Le thème central chez cette jeune femme est bien celui de la perte d’identité. Dominique a le sentiment de n’être plus que la moitié d’elle-même depuis que ce premier et unique rapport sexuel lui a fait perdre son androgynie. L’obsession de la saleté renvoie également à la perte d’identité. Toutes ces idées semblent être apparues après une première expérience très pénible, où sa mère, alors qu’elle avait 10 ans, lui aurait fait sentir son sexe pour savoir si elle avait une maladie. Bien qu’elle ne sache pas s’il s’agit de la réalité ou d’un fantasme, cet abus émotionnel est le noyau central du scénario de Dominique : il rassemble à la fois le thème de la pureté et le thème de l’identité sexuelle.
Après un an de thérapie cognitive, Dominique va un peu mieux : ses obsessions et ses rituels se sont améliorés, elle peut vivre hors de l’hôpital, suivre des études à temps partiel. Elle souhaite néanmoins que soit prolongée sa thérapie pour mieux comprendre son obsession de la virginité perdue et sa quête d’une identité sexuée. Eile se compare elle-même à un jeu de Lego qu’il faudrait déconstruire avec prudence, car les émotions la bouleversent et elle a l’impression de perdre sa cohérence. Je lui fais remarquer la proximité des mots Lego et ego. La thérapie doit ne pas trop déstabiliser son ego, tout en l’aidant à diminuer son hypercontrôle.

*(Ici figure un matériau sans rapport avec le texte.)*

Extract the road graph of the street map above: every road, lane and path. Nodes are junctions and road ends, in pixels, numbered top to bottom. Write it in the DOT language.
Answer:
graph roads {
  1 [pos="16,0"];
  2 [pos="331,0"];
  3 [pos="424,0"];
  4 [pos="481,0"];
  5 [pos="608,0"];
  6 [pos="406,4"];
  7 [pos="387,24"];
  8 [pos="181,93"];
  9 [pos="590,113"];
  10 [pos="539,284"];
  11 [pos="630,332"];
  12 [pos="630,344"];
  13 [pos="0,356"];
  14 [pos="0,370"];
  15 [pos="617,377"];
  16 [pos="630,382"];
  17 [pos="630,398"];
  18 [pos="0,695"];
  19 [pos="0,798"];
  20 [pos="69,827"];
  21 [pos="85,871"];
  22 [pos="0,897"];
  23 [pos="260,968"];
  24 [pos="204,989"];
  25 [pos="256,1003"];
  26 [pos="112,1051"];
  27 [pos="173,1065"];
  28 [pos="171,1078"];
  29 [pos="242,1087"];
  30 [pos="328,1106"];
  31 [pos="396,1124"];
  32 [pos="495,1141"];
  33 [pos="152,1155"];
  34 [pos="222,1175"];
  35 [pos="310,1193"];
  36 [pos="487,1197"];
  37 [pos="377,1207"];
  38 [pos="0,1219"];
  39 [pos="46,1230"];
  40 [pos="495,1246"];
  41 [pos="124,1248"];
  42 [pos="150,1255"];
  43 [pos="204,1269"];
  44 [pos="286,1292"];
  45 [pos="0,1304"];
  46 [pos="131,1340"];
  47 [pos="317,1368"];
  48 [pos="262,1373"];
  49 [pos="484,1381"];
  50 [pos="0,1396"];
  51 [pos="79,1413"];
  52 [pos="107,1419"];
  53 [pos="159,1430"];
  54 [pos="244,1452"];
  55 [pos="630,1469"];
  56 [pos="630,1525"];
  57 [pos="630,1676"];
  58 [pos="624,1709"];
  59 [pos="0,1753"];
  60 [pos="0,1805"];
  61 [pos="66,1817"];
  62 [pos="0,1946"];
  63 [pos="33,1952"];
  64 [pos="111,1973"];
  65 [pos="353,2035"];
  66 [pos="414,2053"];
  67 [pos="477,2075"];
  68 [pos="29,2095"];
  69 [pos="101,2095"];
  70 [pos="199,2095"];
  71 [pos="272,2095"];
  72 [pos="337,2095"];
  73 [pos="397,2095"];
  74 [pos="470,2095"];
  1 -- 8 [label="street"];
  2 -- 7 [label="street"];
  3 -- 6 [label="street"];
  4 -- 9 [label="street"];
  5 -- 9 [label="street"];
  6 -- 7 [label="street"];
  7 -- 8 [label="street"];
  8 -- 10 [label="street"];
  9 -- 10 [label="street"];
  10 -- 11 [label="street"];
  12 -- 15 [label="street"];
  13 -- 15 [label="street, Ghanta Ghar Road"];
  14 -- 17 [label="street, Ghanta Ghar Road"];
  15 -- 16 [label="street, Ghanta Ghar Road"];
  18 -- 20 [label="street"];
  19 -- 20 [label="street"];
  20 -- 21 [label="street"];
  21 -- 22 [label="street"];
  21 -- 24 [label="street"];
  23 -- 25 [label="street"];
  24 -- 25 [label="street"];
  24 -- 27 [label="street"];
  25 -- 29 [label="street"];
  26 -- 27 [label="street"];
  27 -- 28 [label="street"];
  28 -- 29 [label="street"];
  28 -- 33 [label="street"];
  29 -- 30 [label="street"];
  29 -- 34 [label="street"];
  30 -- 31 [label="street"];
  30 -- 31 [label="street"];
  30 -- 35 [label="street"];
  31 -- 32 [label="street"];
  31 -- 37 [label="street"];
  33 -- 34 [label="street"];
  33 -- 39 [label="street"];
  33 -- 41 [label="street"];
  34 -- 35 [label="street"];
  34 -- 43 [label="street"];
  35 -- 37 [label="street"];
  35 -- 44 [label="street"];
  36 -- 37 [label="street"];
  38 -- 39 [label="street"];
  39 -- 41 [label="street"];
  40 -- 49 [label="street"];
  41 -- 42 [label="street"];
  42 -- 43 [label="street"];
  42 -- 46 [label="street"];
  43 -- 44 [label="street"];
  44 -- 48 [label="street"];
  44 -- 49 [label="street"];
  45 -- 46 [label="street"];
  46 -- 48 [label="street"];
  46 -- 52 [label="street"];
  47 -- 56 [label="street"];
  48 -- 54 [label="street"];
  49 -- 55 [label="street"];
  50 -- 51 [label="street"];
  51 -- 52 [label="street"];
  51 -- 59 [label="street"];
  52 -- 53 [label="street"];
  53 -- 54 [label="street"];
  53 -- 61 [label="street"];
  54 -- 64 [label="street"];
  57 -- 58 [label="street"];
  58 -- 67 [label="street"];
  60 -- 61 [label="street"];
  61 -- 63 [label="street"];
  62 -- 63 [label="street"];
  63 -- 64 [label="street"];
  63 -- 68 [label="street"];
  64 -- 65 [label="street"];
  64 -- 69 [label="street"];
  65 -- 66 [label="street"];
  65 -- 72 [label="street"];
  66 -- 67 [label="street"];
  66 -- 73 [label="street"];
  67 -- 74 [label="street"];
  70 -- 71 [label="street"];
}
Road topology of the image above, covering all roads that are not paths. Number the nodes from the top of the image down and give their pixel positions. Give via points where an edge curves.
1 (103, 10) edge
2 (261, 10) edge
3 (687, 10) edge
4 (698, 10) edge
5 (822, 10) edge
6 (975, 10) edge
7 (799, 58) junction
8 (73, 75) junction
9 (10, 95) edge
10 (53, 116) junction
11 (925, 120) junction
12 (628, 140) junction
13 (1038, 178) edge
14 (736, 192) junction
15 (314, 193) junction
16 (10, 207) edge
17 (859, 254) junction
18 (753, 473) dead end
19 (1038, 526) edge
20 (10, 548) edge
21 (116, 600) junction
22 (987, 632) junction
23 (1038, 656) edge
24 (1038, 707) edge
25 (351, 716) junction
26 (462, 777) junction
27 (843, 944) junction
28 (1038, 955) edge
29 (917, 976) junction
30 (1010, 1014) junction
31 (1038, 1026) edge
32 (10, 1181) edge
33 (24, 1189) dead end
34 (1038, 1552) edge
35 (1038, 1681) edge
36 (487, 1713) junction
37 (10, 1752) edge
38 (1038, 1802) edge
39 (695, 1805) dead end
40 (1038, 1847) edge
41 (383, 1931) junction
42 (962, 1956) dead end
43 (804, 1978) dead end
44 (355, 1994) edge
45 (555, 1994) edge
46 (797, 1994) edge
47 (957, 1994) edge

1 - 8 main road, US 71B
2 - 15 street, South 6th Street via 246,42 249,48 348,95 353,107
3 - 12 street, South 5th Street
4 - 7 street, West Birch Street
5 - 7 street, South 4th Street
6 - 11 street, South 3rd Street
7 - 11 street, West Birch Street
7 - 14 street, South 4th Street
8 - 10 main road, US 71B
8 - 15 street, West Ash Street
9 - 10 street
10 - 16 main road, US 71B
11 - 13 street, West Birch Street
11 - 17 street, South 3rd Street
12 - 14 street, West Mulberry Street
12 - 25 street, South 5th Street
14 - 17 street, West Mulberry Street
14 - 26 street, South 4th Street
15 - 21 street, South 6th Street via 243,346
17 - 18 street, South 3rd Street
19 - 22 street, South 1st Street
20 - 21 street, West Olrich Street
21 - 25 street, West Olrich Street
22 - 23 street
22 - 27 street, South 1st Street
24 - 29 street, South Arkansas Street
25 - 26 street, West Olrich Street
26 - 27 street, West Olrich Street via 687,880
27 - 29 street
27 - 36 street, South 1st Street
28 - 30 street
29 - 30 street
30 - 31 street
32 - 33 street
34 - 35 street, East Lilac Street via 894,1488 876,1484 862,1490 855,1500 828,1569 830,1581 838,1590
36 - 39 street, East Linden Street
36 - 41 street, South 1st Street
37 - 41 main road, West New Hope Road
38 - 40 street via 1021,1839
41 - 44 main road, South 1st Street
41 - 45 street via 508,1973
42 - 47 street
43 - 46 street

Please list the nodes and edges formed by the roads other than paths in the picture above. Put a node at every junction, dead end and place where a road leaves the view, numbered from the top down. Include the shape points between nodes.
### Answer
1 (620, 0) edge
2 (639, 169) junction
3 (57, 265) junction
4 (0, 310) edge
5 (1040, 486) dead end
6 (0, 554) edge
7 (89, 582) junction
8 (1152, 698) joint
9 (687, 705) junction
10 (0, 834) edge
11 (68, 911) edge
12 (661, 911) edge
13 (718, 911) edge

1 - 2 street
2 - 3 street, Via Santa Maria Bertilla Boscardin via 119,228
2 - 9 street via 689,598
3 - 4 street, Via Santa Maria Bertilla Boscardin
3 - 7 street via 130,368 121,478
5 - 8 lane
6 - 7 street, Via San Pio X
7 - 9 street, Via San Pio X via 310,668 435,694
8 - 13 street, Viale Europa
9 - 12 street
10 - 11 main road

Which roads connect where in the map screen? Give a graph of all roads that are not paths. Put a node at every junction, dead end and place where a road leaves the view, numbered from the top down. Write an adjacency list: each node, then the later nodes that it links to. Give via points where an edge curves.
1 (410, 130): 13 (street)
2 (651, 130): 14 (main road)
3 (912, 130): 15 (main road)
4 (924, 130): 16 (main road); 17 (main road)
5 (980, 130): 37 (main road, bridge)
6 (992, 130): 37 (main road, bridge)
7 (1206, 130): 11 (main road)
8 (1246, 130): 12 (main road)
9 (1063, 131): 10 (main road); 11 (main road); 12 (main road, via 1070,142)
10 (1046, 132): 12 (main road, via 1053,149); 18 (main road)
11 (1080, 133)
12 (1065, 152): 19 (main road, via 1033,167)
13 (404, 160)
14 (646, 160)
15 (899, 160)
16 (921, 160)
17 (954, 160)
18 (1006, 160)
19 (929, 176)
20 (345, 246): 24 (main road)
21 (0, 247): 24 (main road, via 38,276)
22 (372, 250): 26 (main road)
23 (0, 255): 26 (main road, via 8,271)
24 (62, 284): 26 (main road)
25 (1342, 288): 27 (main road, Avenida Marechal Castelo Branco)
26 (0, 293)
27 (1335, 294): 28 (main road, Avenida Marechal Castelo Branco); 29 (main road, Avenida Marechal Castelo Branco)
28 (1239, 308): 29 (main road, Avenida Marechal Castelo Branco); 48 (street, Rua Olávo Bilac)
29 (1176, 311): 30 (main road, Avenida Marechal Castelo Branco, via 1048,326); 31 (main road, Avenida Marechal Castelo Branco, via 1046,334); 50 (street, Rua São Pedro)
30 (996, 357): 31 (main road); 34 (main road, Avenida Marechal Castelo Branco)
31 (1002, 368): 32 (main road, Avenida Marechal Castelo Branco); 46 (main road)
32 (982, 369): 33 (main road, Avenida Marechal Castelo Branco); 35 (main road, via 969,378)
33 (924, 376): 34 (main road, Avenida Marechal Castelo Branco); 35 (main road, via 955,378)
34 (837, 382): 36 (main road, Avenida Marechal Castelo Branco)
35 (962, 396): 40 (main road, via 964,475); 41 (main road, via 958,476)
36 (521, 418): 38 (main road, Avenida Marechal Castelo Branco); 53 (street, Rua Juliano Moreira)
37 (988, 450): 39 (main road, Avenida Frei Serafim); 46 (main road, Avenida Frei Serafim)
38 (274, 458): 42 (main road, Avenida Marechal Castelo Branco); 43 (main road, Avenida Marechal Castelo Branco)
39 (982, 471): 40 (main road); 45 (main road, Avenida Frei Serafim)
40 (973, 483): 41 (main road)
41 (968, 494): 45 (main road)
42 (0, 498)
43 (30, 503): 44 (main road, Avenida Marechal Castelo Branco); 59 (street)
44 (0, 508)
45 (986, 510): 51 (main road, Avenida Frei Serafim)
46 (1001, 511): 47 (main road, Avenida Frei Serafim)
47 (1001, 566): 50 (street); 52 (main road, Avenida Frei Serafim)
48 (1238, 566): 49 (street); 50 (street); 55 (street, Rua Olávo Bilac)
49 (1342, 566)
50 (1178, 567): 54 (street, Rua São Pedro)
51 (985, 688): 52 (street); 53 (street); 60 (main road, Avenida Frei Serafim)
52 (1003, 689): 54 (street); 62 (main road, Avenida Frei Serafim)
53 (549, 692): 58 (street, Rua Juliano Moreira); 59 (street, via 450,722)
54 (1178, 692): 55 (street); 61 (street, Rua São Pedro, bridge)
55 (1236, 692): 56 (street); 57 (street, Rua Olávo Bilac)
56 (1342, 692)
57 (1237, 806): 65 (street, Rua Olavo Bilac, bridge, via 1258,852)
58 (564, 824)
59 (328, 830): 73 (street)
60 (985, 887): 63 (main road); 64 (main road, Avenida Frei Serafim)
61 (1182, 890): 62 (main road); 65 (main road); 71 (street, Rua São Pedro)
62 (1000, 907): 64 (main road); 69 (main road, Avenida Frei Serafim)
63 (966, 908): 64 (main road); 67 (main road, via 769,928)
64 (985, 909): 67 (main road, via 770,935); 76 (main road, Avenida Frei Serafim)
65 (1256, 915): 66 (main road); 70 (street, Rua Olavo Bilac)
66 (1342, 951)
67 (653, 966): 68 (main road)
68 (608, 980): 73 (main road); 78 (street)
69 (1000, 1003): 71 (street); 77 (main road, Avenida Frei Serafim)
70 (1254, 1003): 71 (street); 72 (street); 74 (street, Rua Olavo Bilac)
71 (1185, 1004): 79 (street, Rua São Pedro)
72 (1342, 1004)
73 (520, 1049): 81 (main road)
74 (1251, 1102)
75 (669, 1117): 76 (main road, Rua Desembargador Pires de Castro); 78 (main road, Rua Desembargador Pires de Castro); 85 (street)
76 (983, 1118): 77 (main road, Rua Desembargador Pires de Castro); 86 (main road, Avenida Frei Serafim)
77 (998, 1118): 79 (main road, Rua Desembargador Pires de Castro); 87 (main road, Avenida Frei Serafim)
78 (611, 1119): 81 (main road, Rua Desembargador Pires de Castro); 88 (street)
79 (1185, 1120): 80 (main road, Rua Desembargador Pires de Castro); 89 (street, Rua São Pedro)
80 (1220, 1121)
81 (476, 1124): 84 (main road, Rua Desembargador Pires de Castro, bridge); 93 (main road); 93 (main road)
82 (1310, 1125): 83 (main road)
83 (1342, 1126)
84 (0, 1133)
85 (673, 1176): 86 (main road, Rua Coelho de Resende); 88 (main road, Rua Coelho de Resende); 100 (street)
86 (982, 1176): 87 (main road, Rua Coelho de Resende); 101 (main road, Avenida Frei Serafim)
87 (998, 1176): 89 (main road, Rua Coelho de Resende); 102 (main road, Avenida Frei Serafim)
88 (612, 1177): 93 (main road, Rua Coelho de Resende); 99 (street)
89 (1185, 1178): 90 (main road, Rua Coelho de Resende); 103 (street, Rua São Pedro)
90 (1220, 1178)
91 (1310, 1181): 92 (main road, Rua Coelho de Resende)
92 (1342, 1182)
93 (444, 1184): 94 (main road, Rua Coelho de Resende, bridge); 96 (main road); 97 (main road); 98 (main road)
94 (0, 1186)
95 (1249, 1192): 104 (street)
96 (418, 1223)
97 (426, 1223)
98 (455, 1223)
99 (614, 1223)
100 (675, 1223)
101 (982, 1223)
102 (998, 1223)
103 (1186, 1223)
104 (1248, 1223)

Identité et troubles relationnels:
Toute rencontre interpersonnelle implique un jeu complexe entre l’image de soi et l’image d’autrui. Lorsque ce jeu complexe devient flou, surviennent la confusion des identités et le brouillage relationnel. C’est ce que l’on observe avec la personnalité border- line. Un de mes patients qui présentait ce type de personnalité me demanda un jour des explications. Après m’avoir écouté, il me dit : « Si je comprends bien, je suis une personnalité bordelique. » On ne saurait mieux décrire le désordre qui règne chez ces personnes qui oscillent entre le ciel et l’enfer.